─── PROVIDED RECORDS
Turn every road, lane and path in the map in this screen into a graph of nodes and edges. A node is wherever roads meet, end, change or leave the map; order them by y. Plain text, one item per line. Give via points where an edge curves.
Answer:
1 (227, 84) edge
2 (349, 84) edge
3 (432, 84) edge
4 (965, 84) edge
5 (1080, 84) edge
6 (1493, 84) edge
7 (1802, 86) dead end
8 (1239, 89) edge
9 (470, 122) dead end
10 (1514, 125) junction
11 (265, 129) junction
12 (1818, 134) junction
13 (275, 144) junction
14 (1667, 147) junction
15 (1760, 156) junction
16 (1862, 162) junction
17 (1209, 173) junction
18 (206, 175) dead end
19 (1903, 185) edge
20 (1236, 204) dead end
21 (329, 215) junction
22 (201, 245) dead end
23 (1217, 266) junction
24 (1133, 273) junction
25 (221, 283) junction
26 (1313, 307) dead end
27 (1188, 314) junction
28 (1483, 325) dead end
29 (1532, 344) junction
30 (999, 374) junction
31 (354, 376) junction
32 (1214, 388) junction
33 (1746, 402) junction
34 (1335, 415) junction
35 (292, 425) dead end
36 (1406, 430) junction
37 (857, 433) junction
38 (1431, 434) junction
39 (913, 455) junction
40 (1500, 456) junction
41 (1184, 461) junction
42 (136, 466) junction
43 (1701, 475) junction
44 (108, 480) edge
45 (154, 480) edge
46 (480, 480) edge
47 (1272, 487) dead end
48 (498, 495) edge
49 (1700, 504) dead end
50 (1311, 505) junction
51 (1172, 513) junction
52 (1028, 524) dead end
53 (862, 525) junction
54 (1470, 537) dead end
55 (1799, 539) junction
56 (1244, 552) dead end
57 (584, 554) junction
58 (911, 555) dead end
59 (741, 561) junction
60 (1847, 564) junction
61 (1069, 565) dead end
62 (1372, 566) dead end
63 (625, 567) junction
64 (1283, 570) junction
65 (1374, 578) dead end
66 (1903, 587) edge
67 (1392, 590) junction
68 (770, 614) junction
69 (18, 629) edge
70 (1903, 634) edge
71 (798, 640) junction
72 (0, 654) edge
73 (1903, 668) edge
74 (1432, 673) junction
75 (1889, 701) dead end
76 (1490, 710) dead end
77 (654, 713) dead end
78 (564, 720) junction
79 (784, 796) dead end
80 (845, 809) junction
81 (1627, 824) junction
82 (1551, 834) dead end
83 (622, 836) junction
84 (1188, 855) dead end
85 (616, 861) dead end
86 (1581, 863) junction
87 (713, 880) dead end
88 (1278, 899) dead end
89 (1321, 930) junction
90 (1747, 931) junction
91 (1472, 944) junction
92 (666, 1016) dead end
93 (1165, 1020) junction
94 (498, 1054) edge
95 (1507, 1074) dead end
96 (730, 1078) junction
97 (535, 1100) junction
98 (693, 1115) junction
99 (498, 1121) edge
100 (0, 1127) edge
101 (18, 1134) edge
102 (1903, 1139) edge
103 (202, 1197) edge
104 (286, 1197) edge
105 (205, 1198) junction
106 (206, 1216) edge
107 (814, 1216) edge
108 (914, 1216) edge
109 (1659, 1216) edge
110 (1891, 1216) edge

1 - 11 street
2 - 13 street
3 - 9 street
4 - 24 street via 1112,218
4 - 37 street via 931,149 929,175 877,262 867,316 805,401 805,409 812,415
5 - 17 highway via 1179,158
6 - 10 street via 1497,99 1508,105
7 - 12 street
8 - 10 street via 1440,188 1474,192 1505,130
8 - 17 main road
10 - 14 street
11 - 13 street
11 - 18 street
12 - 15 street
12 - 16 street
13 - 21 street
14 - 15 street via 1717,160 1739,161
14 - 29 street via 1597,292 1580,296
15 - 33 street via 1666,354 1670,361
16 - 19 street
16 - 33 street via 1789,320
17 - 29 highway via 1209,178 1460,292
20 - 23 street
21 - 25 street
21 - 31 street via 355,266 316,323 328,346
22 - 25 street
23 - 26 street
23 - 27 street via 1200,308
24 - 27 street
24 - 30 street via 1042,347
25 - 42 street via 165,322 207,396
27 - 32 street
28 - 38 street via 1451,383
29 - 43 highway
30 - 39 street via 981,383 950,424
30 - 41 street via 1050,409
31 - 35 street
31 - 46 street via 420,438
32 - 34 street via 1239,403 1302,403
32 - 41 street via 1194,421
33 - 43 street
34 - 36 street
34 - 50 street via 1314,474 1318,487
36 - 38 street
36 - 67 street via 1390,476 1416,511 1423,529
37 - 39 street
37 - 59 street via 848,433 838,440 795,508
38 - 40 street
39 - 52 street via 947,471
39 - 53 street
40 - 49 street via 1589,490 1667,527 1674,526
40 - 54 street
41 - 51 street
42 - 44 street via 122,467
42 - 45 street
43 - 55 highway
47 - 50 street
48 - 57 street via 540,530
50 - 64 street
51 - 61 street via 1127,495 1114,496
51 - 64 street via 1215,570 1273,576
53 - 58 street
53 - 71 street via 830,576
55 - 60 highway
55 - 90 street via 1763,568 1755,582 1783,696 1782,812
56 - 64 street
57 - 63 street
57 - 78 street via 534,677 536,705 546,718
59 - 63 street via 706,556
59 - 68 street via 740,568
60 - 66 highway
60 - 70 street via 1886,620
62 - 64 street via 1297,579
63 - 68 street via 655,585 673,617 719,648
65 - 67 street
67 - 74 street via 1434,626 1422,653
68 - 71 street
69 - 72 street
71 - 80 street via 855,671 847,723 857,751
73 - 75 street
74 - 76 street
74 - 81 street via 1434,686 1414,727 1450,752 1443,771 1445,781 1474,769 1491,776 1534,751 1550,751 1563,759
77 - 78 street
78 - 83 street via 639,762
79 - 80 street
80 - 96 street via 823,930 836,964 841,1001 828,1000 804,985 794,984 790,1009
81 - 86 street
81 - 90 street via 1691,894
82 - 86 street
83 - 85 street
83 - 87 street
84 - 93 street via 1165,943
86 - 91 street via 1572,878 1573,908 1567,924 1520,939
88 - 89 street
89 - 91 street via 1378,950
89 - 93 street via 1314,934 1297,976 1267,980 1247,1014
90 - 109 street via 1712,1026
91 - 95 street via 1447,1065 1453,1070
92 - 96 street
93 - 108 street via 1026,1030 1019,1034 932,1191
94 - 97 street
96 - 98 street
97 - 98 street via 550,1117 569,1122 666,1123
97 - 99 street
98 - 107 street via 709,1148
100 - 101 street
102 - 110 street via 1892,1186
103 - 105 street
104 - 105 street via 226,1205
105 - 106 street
──────
◆ PROBLEM DESCRIPTION ◆
Only lines with the word "road" are wanted. Find and copy them from the records above.

◆ SOLUTION TO THIS PROBLEM ◆
Turn every road, lane and path in the map in this screen into a graph of nodes and edges. A node is wherever roads meet, end, change or leave the map; order them by y. Plain text, one item per line. Give via points where an edge curves.
8 - 17 main road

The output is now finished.